Okay, a few things are going on with this command. First, the flag “-t rsa” is telling the command to generate the keys using the RSA encryption algorithm. The “-b 4096” says to make that a 4096 bit RSA algorithm. The “-C” flag puts a comment in the file, which helps identify the purpose of the key and who owns it. This comment appears in the public key out of the pair. If you cat out that file, you should see the comment tag at the end of the key.

Once you have your key pair, understand that the “id_rsa” file is your private key. This should be locked down (usually with 600 permissions) and should not be copied to any other systems (barring some very rare exceptions.) The public key is “id_rsa.pub” and is what you need to push out to User_B at Server_B. The contents of this public key file actually go into a different file for that user.

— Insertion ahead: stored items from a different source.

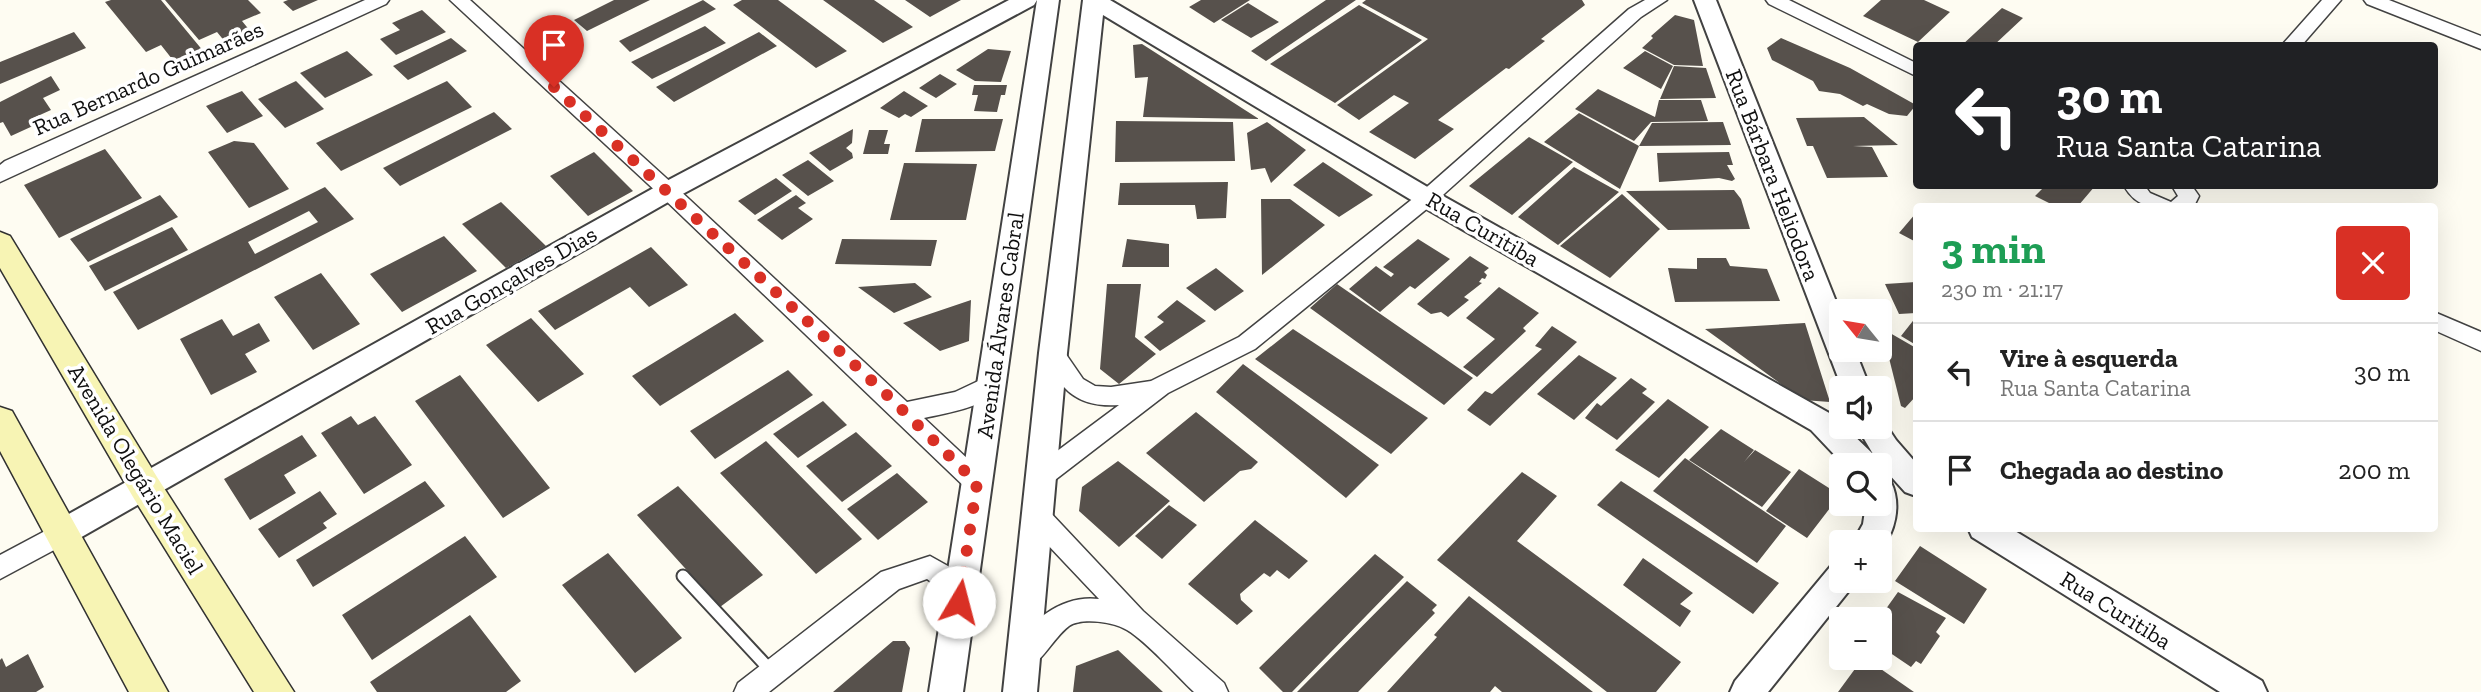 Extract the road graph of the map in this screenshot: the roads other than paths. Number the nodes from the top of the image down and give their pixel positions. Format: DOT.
graph roads {
  1 [pos="380,0"];
  2 [pos="459,0"];
  3 [pos="1026,0"];
  4 [pos="1048,0"];
  5 [pos="1094,0"];
  6 [pos="1658,0"];
  7 [pos="1705,0"];
  8 [pos="1775,0"];
  9 [pos="2332,0"];
  10 [pos="2373,0"];
  11 [pos="2294,42"];
  12 [pos="2481,43"];
  13 [pos="1913,69"];
  14 [pos="4,170"];
  15 [pos="2136,189"];
  16 [pos="668,191"];
  17 [pos="1427,198"];
  18 [pos="2151,203"];
  19 [pos="0,243"];
  20 [pos="1829,319"];
  21 [pos="2438,322"];
  22 [pos="2481,342"];
  23 [pos="1053,353"];
  24 [pos="991,384"];
  25 [pos="1160,387"];
  26 [pos="905,412"];
  27 [pos="0,420"];
  28 [pos="1821,422"];
  29 [pos="1829,424"];
  30 [pos="1879,439"];
  31 [pos="1852,453"];
  32 [pos="1042,476"];
  33 [pos="1913,481"];
  34 [pos="977,483"];
  35 [pos="145,487"];
  36 [pos="1038,517"];
  37 [pos="1990,532"];
  38 [pos="60,534"];
  39 [pos="0,568"];
  40 [pos="683,576"];
  41 [pos="1829,592"];
  42 [pos="1134,619"];
  43 [pos="956,624"];
  44 [pos="1023,658"];
  45 [pos="773,673"];
  46 [pos="149,692"];
  47 [pos="275,692"];
  48 [pos="748,692"];
  49 [pos="946,692"];
  50 [pos="1020,692"];
  51 [pos="1214,692"];
  52 [pos="1747,692"];
  53 [pos="2250,692"];
  1 -- 14 [label="street, Rua Bernardo Guimarães"];
  2 -- 16 [label="street"];
  3 -- 16 [label="street, Rua Gonçalves Dias"];
  4 -- 24 [label="street, Avenida Álvares Cabral"];
  5 -- 17 [label="street, Rua Curitiba"];
  5 -- 23 [label="street"];
  6 -- 17 [label="street"];
  7 -- 20 [label="street, Rua Bárbara Heliodora"];
  8 -- 13 [label="street"];
  9 -- 11 [label="street"];
  10 -- 12 [label="street"];
  15 -- 18 [label="street"];
  16 -- 26 [label="street"];
  16 -- 35 [label="street, Rua Gonçalves Dias"];
  17 -- 25 [label="street"];
  17 -- 28 [label="street, Rua Curitiba"];
  19 -- 35 [label="main road, Avenida Olegário Maciel"];
  21 -- 22 [label="street"];
  23 -- 25 [label="street"];
  23 -- 32 [label="street"];
  24 -- 26 [label="street"];
  24 -- 34 [label="street, Avenida Álvares Cabral"];
  25 -- 32 [label="street"];
  26 -- 34 [label="street"];
  27 -- 38 [label="main road"];
  28 -- 29 [label="street"];
  28 -- 31 [label="street, Rua Curitiba"];
  30 -- 33 [label="street"];
  32 -- 36 [label="street"];
  34 -- 43 [label="street, Avenida Álvares Cabral"];
  35 -- 38 [label="street, Rua Gonçalves Dias"];
  35 -- 47 [label="main road, Avenida Olegário Maciel"];
  36 -- 42 [label="street"];
  36 -- 44 [label="street"];
  37 -- 53 [label="street, Rua Curitiba"];
  38 -- 39 [label="street, Rua Gonçalves Dias"];
  38 -- 46 [label="main road"];
  40 -- 45 [label="lane"];
  41 -- 52 [label="street"];
  42 -- 44 [label="street"];
  42 -- 51 [label="street"];
  43 -- 45 [label="street"];
  43 -- 49 [label="street, Avenida Álvares Cabral"];
  44 -- 50 [label="street"];
  45 -- 48 [label="street"];
}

They should be placed into the ~User_B/.ssh/authorized_keys file. There are multiple ways to get this pushed out. Many people prefer to use the “ssh-copy-id” command to push this out, but I don’t like how it handles the authorized_keys file normally. It just appends to it blindly. I prefer to write a function that handles pushing the contents to the remote server along with catting out the remote server’s authorized_keys file, uniq the output, then write it back to the authorized_keys file. This procedure ensures only one copy of the public key ever gets pushed, no matter how many times you do this. The function details are in my “DSH – Distributed/Dancer’s Shell” product. If you don’t see a link for that yet, it’s because the product is in Alpha testing, and will be launched as a Beta soon. I’ll post a link when it goes live, for those who are interested.

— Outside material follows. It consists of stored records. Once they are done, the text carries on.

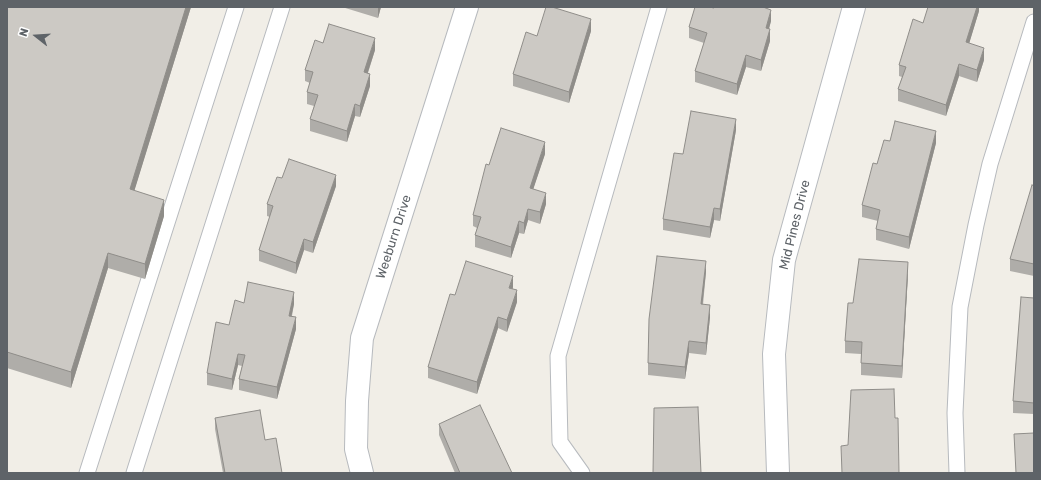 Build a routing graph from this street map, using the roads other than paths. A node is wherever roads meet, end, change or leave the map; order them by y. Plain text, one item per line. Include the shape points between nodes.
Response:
1 (236, 7) edge
2 (282, 7) edge
3 (467, 7) edge
4 (659, 7) edge
5 (854, 7) edge
6 (1034, 22) edge
7 (87, 473) edge
8 (134, 473) edge
9 (362, 473) edge
10 (582, 473) edge
11 (778, 473) edge
12 (957, 473) edge

1 - 7 lane
2 - 8 lane
3 - 9 street, Weeburn Drive via 362,338 356,448
4 - 10 lane via 558,356 560,442
5 - 11 street, Mid Pines Drive via 784,260 774,354
6 - 12 lane via 990,164 960,307 955,413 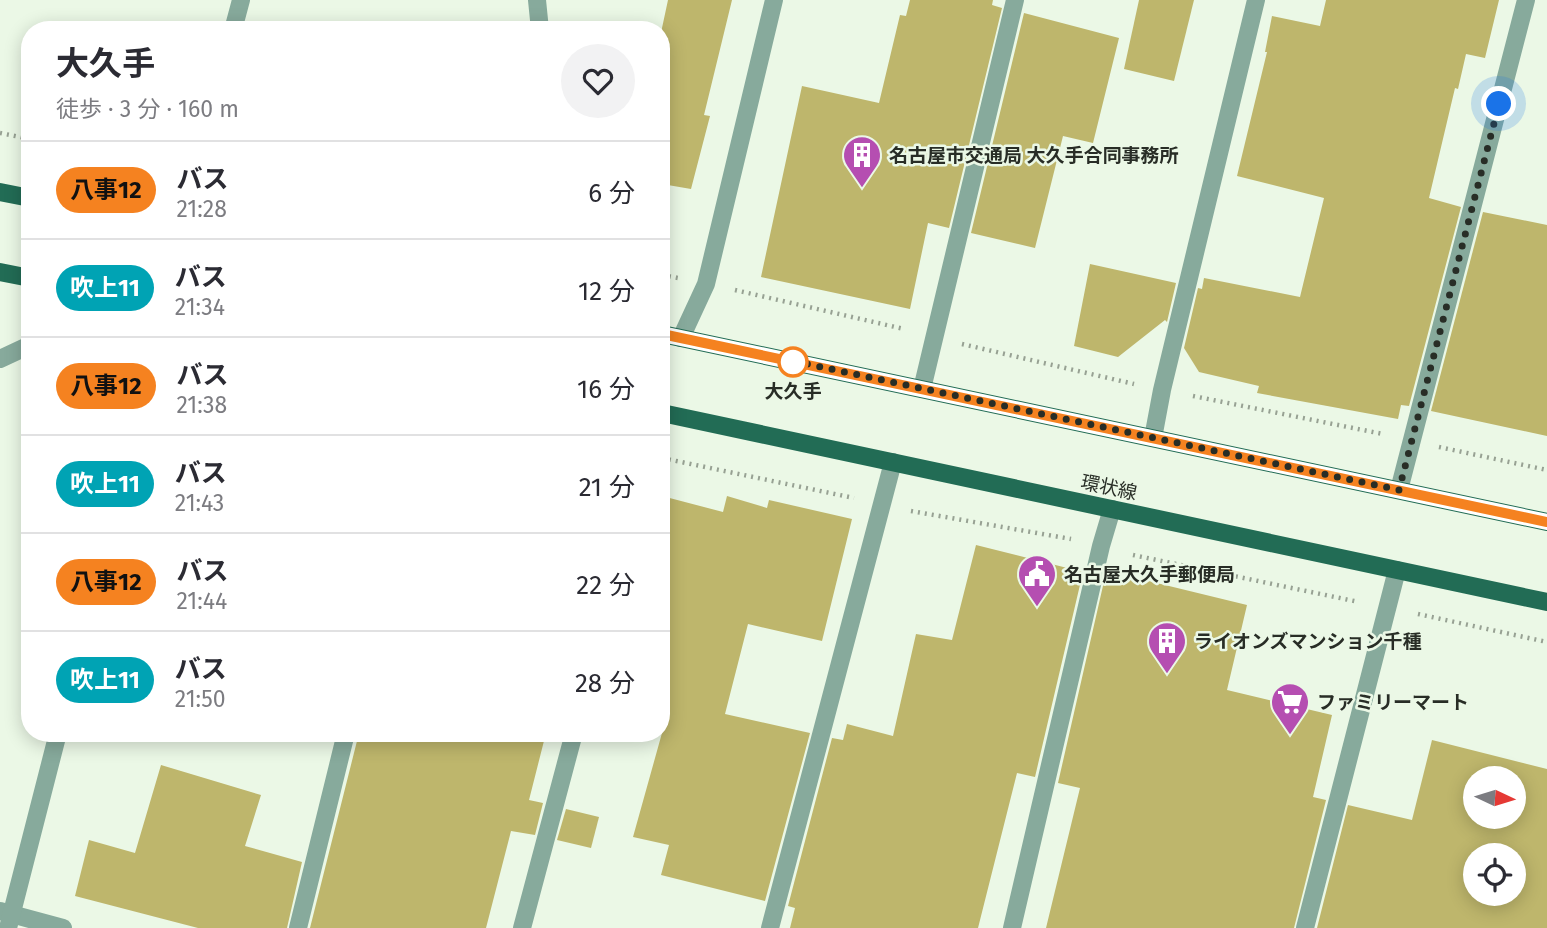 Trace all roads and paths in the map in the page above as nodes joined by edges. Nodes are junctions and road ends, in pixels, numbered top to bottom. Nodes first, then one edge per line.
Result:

Once the public key is on the remote server, make sure the permissions on the authorized_keys file are also 600. The .ssh directory should be 700. The home directory shouldn’t be readable by world. Then test your connection from User_A@Workstation_A to User_B@Server_B. It should “just work” and drop you at a shell prompt. If it doesn’t, you can check the logs on the remote server (usually /var/log/secure.log or /var/log/sshd.log or similar) for clues, and you can re-try the connection with “ssh -vvv” to get verbose output for other clues. Often it’s a permissions error, so double check those file permissions.

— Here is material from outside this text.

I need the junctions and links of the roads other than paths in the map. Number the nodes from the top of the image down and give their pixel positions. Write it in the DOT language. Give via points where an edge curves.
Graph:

This will now allow User_A on Workstation_A to write scripts that can call “ssh User_B@Server_B ” for remote workloads to be run, without getting prompted for a password.

This isn’t really the best way to handle this, though, so we’ll look at how to secure the private key with a passphrase next week, and still be able to do this without getting prompted on every connection.

Thanks for sticking with me on this. There’s plenty more to come!